When everything’s optimized, however, the optimal path is no longer optimal. That’s because optimization is part of a system, too, and it produces changes in behavior. An 1882 London magazine appropriately titled The Nonconformist and Independent ran the following joke:
“I’m afraid you’ll be late to the party” said an old lady to her stylish granddaughter, who replied, “Oh, you dear grandma, don’t you know that in our fashionable set, nobody ever goes to a party ‘till everybody gets there?”
One reason for this is that optimization can become a self-fulfilling prophecy. One of the companies I’ve been looking into for a report on music and data is Shazam, which lets you identify a song simply by pressing a blue button on your smartphone (Soundhound is a similar application.)
Shazam’s head of product, Cait O’Riordan, says that this means the company can predict with great confidence which new songs will be popular within a few hours of their release, simply based on how many people ask their application to identify the song.
Armed with this information, the label’s marketing departments can decide where to spend their money, doubling down on promising tracks and starving those that don’t fare as well in the first few hours. But as this practice becomes commonplace, how much of a song’s eventual success or failure will be due to the marketing? And will artists eager for an extra boost tailor their songs to provoke listeners to wonder what it is?
Remember: Shazam isn’t a sensor—it’s part of a system that includes artists and labels and listeners, and it’s constantly optimizing.
The local maximum
Another problem with optimization is that it focuses on the local maximum. Optimization is really good at improving the current model; it’s not as good at finding new models. That’s why incumbent businesses can often maximize their existing revenues and margins, but are frequently eclipsed by new competitors.
When it comes to tastemaking, optimal may not be what you want. Apple has hired tastemaker DJ Zane Lowe to help them, presumably with music curation. And at a recent Data and Music meetup run by The Hive, Google Play’s Dr. Douglas Eck says that when their service correctly recommends an artist to a listener who already has all that artist’s music, the listener actually gets angry—they don’t want to be told what they already like. The local maxima isn’t interesting, because it’s obvious.

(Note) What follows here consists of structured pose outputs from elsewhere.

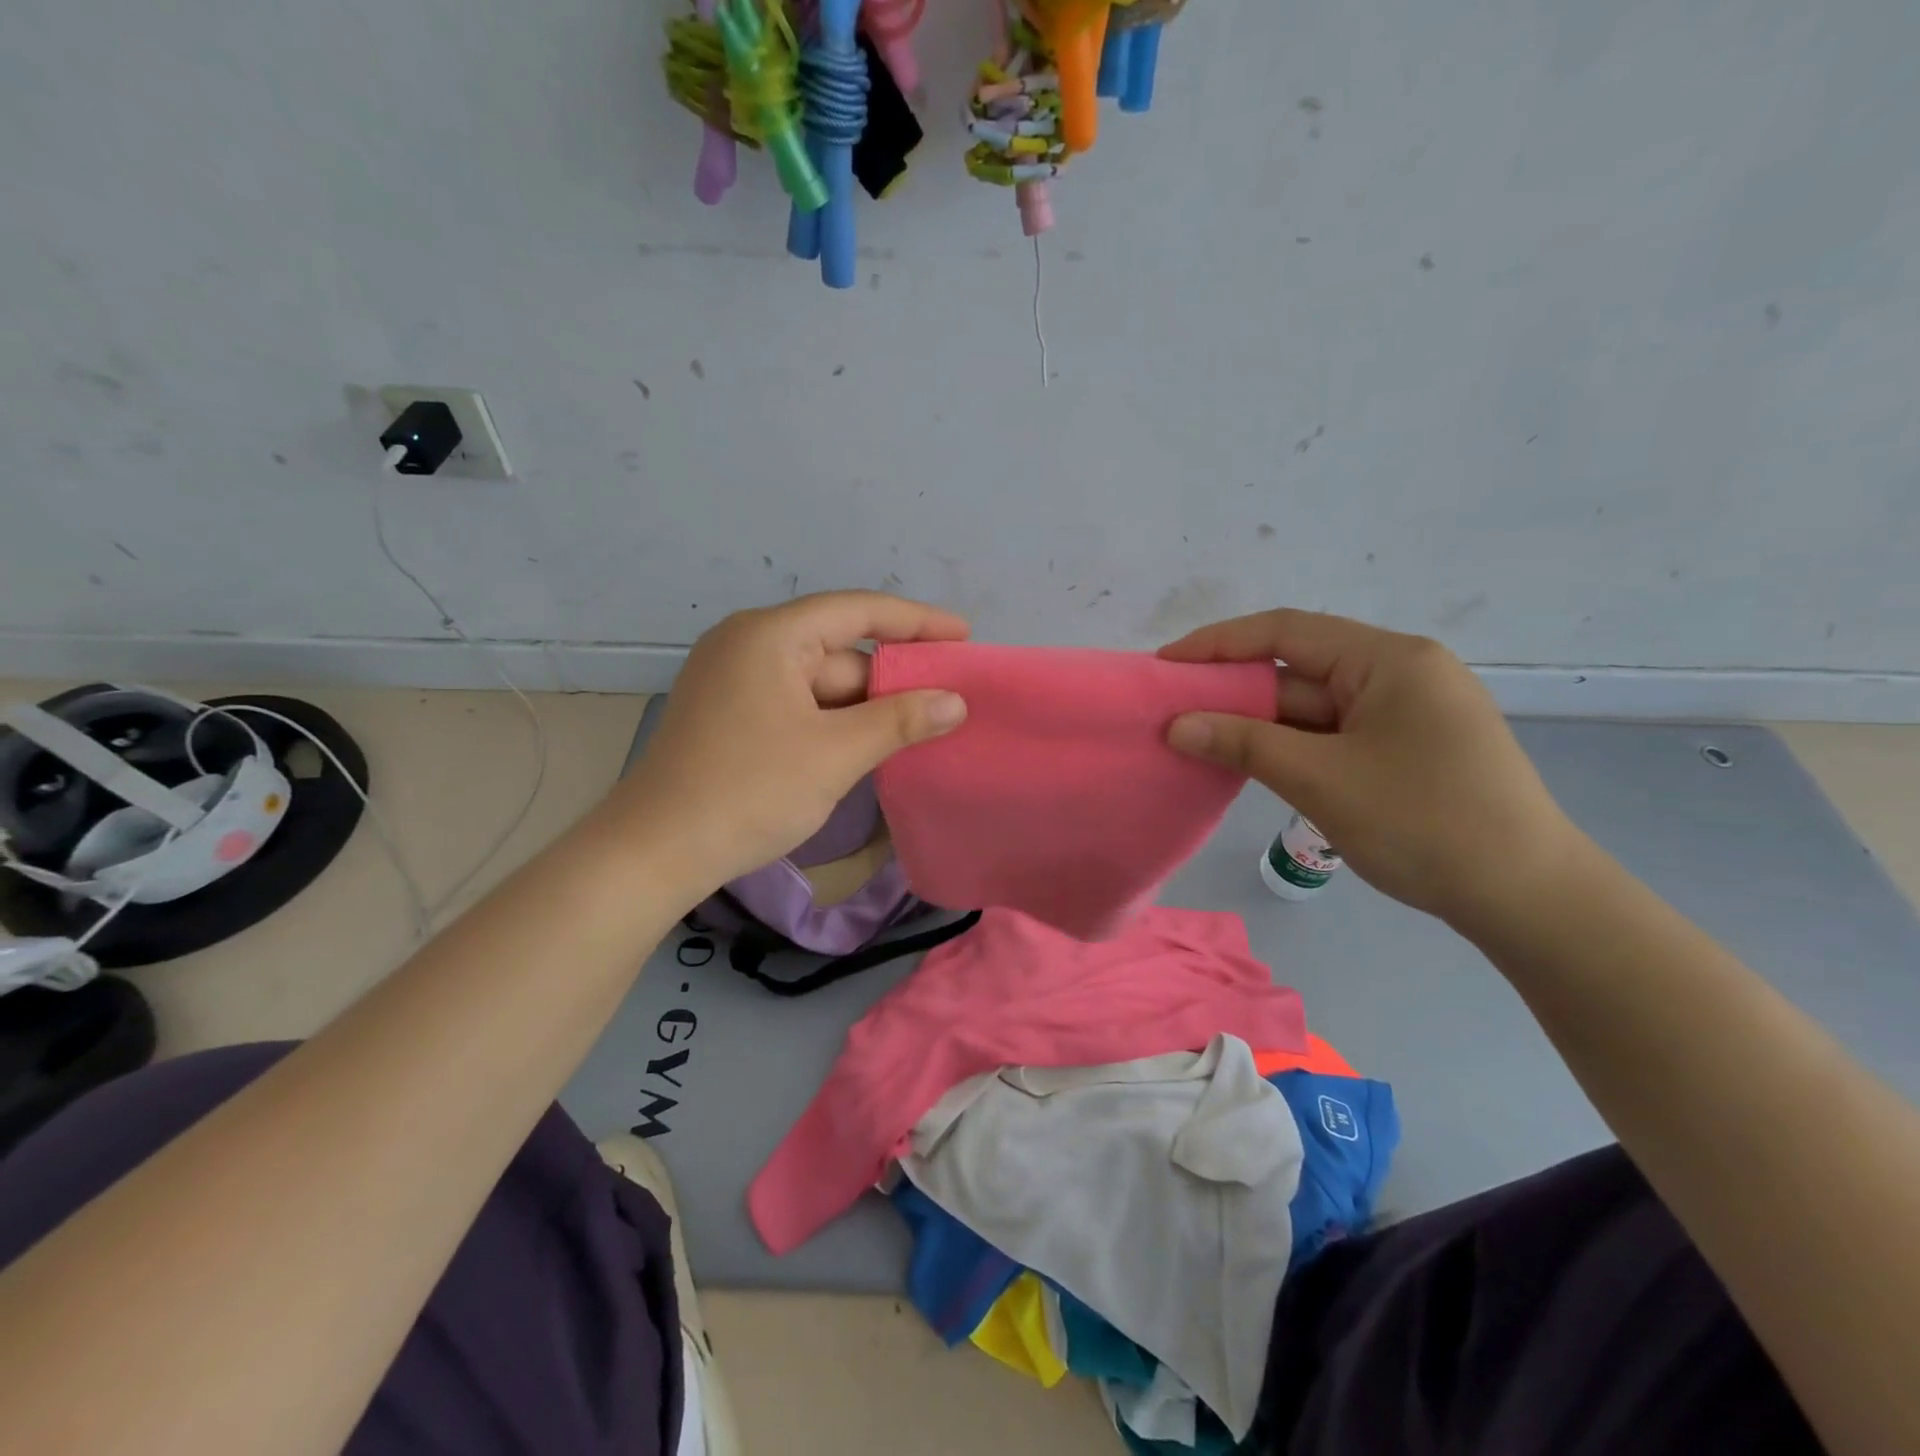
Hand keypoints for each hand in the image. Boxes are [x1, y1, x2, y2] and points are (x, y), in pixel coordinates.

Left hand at [612, 591, 968, 893]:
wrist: (655, 852)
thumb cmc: (750, 791)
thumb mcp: (836, 754)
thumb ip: (901, 720)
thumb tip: (955, 701)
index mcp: (769, 635)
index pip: (857, 611)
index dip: (916, 621)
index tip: (964, 636)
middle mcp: (747, 644)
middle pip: (838, 651)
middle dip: (890, 679)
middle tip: (945, 704)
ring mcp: (732, 680)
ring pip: (818, 683)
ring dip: (862, 708)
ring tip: (914, 734)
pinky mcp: (727, 713)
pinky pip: (795, 704)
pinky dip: (831, 722)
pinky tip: (862, 747)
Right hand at [1160, 609, 1582, 929]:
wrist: (1528, 899)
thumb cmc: (1424, 823)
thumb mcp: (1322, 780)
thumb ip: (1244, 744)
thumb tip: (1175, 725)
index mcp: (1390, 660)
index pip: (1287, 632)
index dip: (1219, 643)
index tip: (1166, 664)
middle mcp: (1399, 674)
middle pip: (1299, 669)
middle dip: (1234, 689)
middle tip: (1173, 708)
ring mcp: (1405, 713)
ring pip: (1313, 707)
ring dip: (1258, 723)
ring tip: (1197, 737)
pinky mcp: (1404, 749)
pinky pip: (1331, 735)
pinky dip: (1288, 746)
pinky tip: (1249, 760)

An interview with a system
Whenever I take an Uber, I ask the driver questions about their experience. I do the same with AirBnB hosts, and any other person who’s part of a blended human/machine optimization platform. It’s an unusual opportunity to have a conversation with a component of a service.

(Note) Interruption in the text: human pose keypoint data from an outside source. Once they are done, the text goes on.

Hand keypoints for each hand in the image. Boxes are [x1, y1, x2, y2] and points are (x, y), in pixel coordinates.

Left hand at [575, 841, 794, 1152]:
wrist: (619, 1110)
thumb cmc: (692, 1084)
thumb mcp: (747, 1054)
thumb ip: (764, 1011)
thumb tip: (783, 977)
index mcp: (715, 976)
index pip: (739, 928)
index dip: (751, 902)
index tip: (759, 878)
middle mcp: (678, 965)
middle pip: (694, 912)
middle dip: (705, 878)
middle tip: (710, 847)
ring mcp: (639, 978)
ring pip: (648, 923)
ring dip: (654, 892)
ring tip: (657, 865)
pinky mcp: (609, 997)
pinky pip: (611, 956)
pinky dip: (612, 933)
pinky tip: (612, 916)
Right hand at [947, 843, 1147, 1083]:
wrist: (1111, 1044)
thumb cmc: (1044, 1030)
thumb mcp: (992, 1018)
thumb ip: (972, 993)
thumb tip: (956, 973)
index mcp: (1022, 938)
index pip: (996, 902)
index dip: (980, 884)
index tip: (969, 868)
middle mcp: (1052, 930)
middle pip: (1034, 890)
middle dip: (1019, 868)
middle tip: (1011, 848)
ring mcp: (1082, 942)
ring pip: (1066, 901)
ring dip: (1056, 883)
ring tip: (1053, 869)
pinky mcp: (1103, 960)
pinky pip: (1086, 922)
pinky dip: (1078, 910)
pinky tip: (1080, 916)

Initially, Uber drivers told me they liked that the service suggested where they should idle for the best chance of picking up the next passenger. But in DC one day, as the service became more common and ubiquitous, a driver told me he now ignores those suggestions:
“I don’t wait where Uber tells me to, because there are already a bunch of other drivers there, waiting. I have my own system,” he assured me, “and I like to park where I can see two or three hotels at once.”

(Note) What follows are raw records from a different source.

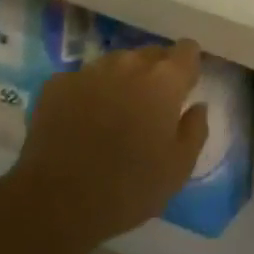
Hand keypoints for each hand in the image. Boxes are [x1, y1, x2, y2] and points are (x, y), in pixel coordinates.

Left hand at [6, 41, 209, 245]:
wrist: (55, 203)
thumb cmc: (128, 188)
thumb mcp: (178, 169)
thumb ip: (195, 130)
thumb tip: (197, 106)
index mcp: (164, 81)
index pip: (187, 49)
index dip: (188, 65)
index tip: (184, 86)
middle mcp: (128, 64)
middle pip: (150, 54)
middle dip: (155, 73)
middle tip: (149, 106)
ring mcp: (90, 71)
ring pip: (115, 63)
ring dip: (121, 80)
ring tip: (113, 113)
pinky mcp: (57, 84)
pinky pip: (82, 79)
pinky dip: (87, 93)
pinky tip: (81, 121)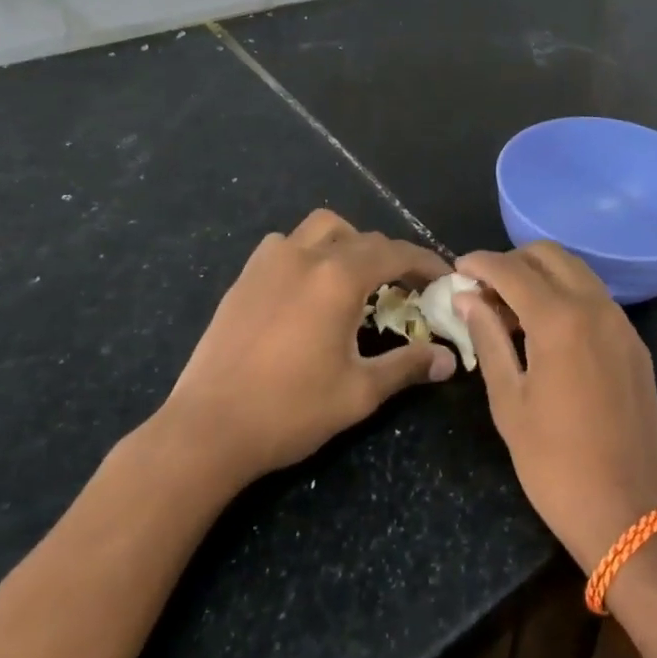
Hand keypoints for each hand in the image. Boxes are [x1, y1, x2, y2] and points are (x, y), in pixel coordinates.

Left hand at [155, 210, 455, 488]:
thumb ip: (407, 366)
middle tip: (406, 288)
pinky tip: (307, 286)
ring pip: (321, 228)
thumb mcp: (359, 393)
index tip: (443, 277)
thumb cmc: (290, 410)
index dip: (425, 262)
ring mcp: (271, 261)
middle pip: (363, 238)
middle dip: (391, 256)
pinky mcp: (245, 276)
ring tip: (356, 276)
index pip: (396, 253)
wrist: (208, 429)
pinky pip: (285, 244)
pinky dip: (307, 251)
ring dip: (348, 242)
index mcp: (339, 278)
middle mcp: (307, 256)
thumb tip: (448, 360)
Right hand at [456, 243, 656, 573]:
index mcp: (560, 320)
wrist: (630, 514)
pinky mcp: (634, 344)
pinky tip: (547, 330)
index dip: (480, 263)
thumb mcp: (509, 402)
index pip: (512, 269)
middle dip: (513, 261)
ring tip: (511, 309)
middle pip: (549, 255)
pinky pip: (595, 298)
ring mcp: (621, 323)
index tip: (457, 269)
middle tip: (485, 289)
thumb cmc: (555, 465)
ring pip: (576, 272)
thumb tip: (467, 297)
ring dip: (541, 275)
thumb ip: (488, 339)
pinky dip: (567, 295)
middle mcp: (595, 307)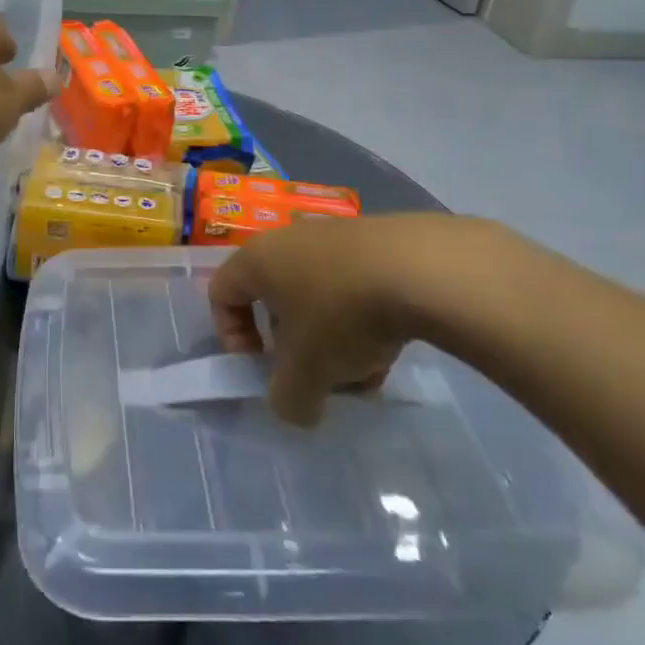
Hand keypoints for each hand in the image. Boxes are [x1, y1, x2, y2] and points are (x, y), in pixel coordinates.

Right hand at [208, 214, 502, 426]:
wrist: (422, 267)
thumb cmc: (343, 313)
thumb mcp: (308, 372)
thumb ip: (288, 398)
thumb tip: (294, 407)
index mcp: (257, 260)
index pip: (222, 294)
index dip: (232, 338)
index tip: (261, 369)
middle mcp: (289, 241)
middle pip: (276, 301)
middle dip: (295, 349)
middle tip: (318, 379)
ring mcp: (334, 237)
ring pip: (319, 300)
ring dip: (333, 342)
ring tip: (366, 375)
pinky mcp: (375, 242)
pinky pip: (353, 288)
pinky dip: (363, 322)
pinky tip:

To paraphrase Yogi Berra, nobody parks there any more—it’s too busy.
This tension between optimization and inspiration, between the efficiency of listening to the machine and the serendipity of ignoring it—or outright contradicting it—will keep the over-optimization of taste at bay. When we forget that optimization cycles are part of a system, or that optimization can be the enemy of novelty, we treat data as a panacea rather than a tool.
A few years ago, Localmind/AirBnB’s Lenny Rachitsky talked about how computers that recommend what’s best might cost us the serendipity of the unexpected. As we optimize more and more of our worlds, inspiration and leaps of faith become increasingly unusual, unique, and ultimately, attractive.
We’re wired for novelty; like the constant tension between science and art, many data-driven systems that focus on taste won’t stabilize, because they’re full of messy humans and misunderstood feedback loops.